**TASK DESCRIPTION:**
Collect each line of the entries that holds the string "later".

Entries taken from a collection:
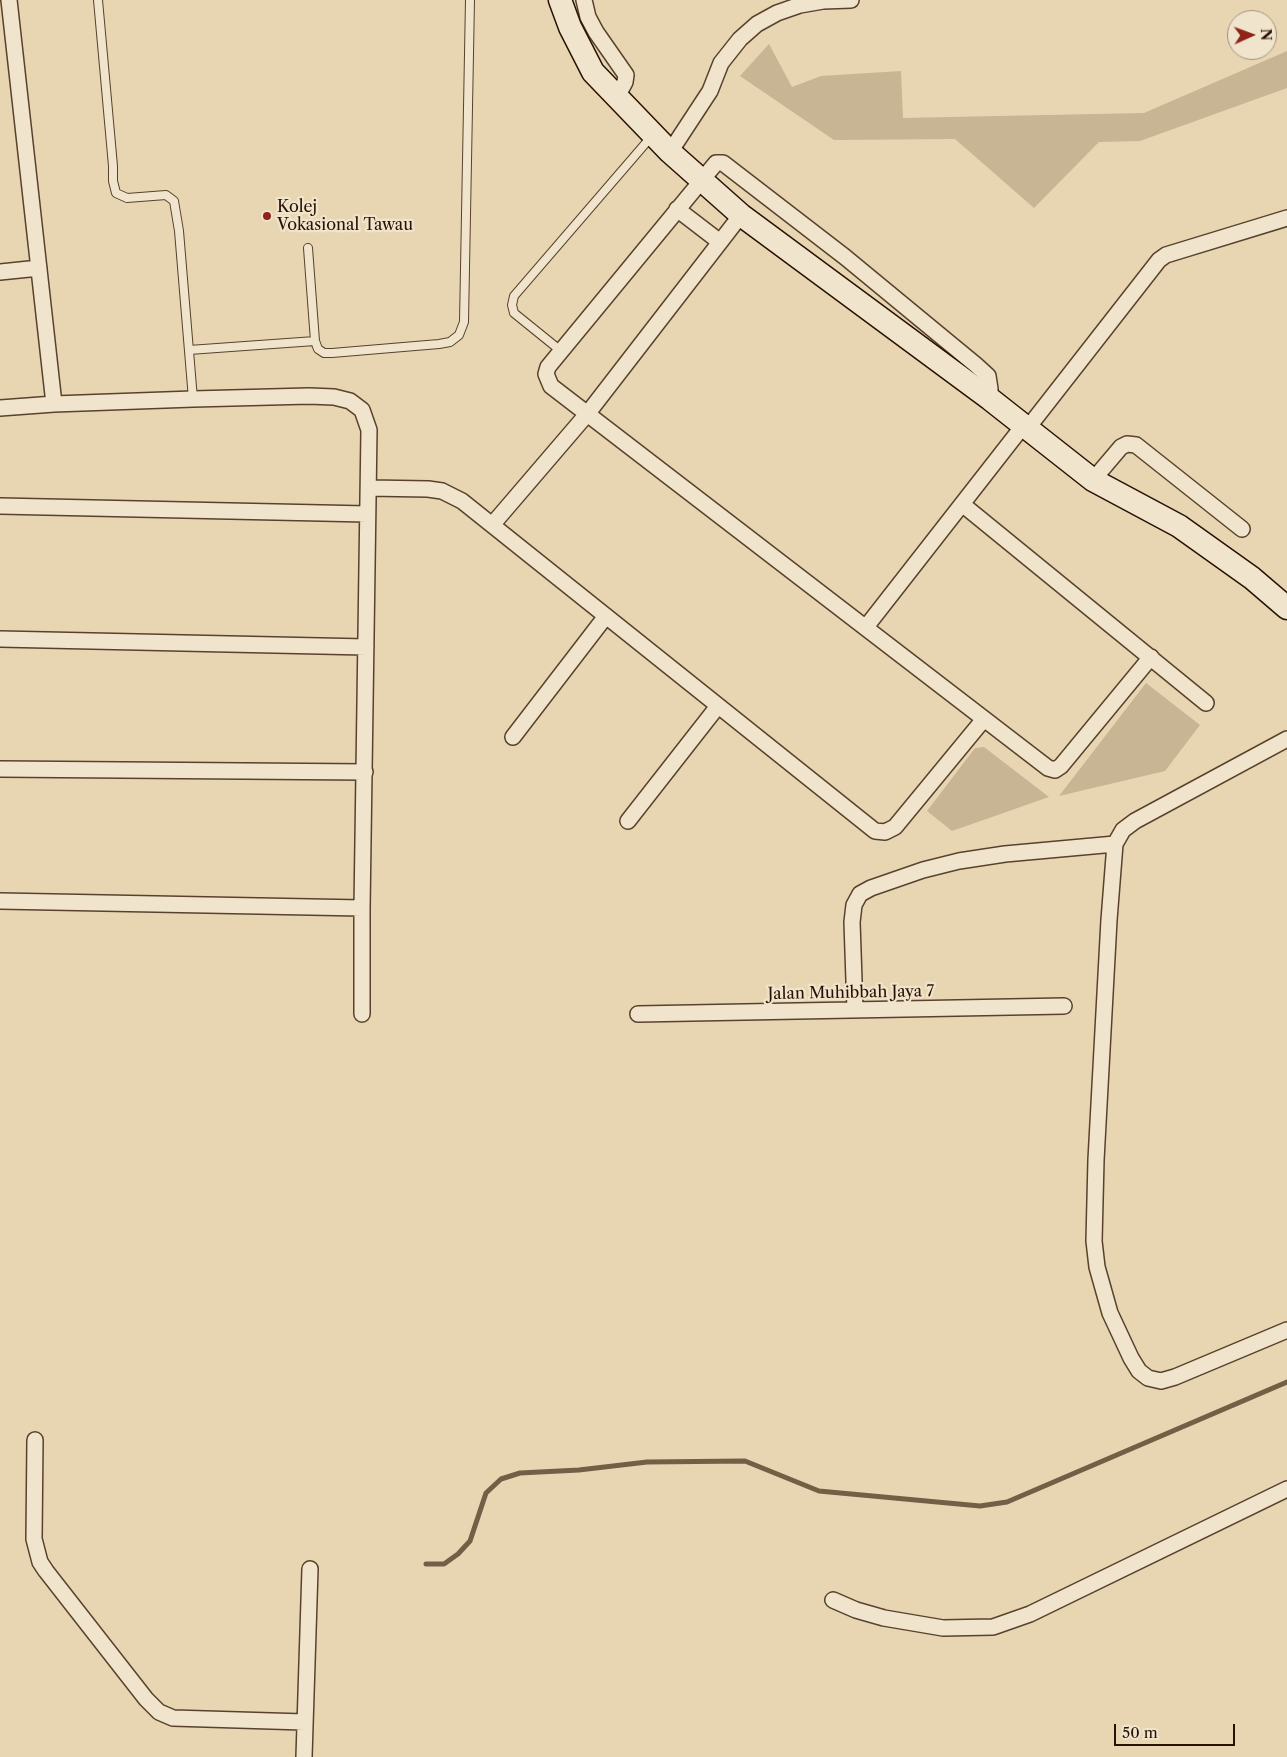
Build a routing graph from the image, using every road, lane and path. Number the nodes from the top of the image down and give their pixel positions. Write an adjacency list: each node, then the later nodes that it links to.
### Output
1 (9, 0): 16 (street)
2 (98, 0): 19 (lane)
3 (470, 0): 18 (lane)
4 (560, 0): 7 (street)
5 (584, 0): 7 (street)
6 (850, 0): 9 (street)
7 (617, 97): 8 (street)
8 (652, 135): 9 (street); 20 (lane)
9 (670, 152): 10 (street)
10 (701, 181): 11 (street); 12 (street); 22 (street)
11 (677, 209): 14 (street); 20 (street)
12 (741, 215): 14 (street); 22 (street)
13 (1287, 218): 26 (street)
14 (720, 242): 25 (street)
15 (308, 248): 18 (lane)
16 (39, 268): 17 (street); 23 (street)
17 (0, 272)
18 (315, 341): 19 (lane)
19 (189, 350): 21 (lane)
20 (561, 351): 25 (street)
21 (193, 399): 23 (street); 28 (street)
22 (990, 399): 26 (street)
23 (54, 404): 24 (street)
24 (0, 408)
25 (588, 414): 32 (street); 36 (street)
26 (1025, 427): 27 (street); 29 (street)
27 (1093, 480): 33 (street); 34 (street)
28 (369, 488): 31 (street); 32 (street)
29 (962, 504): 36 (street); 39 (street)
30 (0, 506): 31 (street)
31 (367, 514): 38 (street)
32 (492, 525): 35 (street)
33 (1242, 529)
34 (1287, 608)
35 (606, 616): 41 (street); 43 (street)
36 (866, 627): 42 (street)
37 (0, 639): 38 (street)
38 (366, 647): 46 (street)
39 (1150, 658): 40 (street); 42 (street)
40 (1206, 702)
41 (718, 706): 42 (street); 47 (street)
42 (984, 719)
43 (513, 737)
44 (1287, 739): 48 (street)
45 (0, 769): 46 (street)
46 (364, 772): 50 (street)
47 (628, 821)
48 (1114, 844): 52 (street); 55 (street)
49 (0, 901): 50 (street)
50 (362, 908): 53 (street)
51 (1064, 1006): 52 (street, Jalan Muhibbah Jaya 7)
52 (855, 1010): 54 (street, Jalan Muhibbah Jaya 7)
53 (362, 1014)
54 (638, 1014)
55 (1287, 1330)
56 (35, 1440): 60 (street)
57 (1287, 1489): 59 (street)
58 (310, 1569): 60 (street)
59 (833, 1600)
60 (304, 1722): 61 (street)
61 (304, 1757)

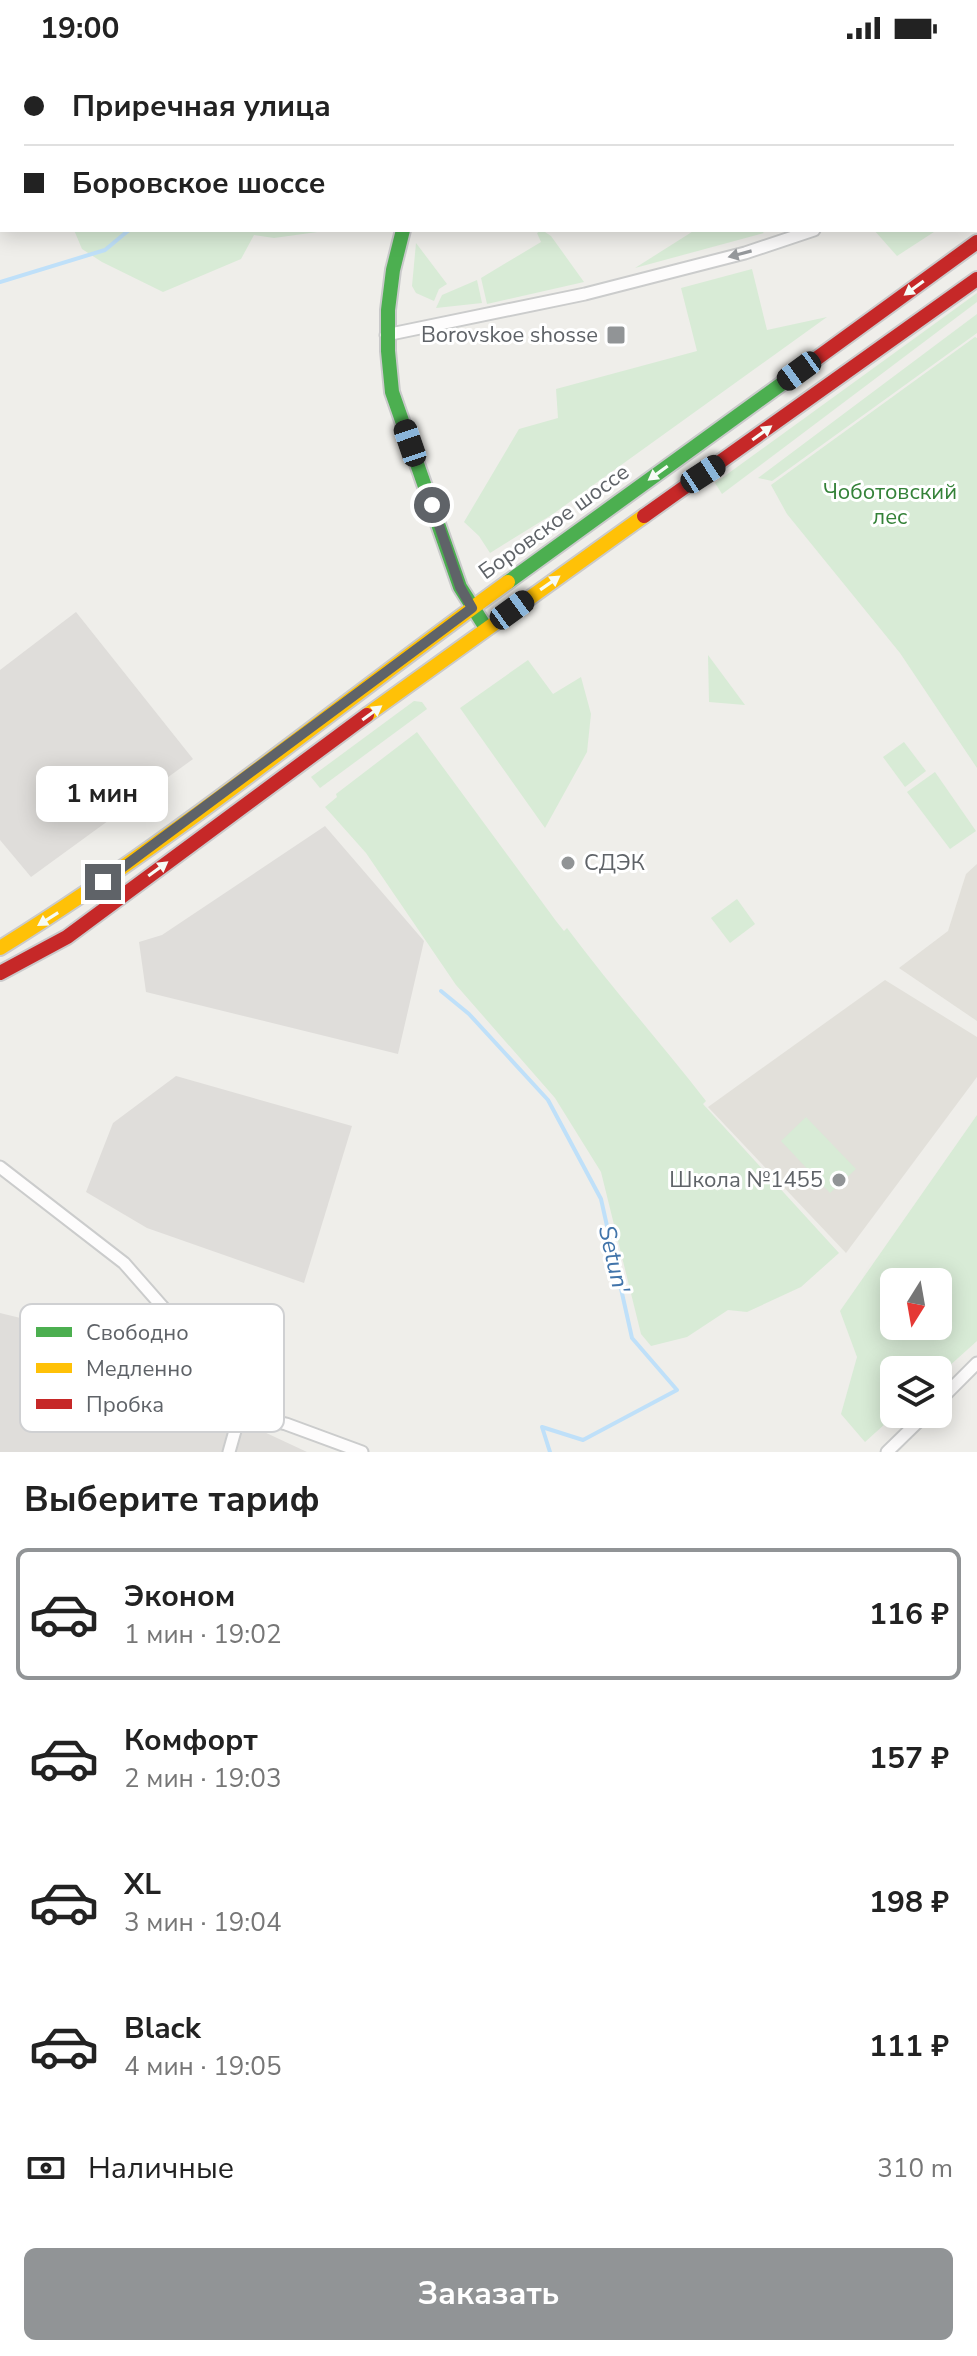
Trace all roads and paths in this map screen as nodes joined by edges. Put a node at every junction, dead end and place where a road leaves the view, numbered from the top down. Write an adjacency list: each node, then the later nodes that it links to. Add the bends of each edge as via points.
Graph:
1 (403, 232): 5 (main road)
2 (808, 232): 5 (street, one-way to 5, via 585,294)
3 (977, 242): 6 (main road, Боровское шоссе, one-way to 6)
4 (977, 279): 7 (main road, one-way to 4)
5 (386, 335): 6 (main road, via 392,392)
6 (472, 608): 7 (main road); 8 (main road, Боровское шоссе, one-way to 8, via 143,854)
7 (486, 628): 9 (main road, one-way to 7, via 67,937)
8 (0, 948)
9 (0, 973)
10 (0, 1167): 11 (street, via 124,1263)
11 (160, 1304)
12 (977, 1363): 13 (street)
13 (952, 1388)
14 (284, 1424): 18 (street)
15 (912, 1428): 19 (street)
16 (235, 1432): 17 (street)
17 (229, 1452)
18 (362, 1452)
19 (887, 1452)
--
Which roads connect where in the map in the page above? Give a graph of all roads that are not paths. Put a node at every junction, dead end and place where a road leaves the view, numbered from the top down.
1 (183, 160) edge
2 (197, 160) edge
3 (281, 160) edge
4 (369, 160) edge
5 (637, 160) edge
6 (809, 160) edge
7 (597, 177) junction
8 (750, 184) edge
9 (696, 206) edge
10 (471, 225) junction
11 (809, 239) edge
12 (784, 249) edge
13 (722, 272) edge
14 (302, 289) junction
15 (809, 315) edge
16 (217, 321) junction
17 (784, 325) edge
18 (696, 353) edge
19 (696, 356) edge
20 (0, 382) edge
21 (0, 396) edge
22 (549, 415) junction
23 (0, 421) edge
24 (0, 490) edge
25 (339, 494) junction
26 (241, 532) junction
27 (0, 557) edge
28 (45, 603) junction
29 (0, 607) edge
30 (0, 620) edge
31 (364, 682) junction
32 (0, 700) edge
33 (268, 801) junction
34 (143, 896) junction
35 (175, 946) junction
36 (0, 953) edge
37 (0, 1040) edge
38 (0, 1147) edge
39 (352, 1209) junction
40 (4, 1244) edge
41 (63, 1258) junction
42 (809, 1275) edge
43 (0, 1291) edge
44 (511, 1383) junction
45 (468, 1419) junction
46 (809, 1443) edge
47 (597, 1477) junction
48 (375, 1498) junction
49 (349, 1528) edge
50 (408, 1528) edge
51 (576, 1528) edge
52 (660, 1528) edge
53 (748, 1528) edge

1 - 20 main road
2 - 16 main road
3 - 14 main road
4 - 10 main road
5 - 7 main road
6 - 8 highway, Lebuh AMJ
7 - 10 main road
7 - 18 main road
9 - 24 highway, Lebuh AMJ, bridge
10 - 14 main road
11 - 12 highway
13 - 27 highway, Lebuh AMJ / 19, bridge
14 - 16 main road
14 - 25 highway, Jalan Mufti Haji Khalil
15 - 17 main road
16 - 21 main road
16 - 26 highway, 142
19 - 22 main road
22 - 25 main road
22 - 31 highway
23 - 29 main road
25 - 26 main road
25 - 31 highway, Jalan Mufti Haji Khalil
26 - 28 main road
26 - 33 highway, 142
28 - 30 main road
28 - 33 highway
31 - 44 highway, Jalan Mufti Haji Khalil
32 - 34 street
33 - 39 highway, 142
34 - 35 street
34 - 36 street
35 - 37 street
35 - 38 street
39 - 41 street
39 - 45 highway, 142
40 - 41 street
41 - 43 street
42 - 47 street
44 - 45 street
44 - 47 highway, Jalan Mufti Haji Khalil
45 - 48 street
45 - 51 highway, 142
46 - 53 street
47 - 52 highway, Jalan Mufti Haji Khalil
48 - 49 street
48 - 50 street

**TASK ANSWER:**
Build a routing graph from the image, using every road, lane and path. Number the nodes from the top of the image down and give their pixel positions. Write an adjacency list: each node, then the later nodes that it links to.
Trace all roads and paths in this map screen as nodes joined by edges. Put a node at every junction, dead end and place where a road leaves the view, numbered from the top down. Write an adjacency list: each node, then the later nodes that it links to. Add the bends of each edge as via points.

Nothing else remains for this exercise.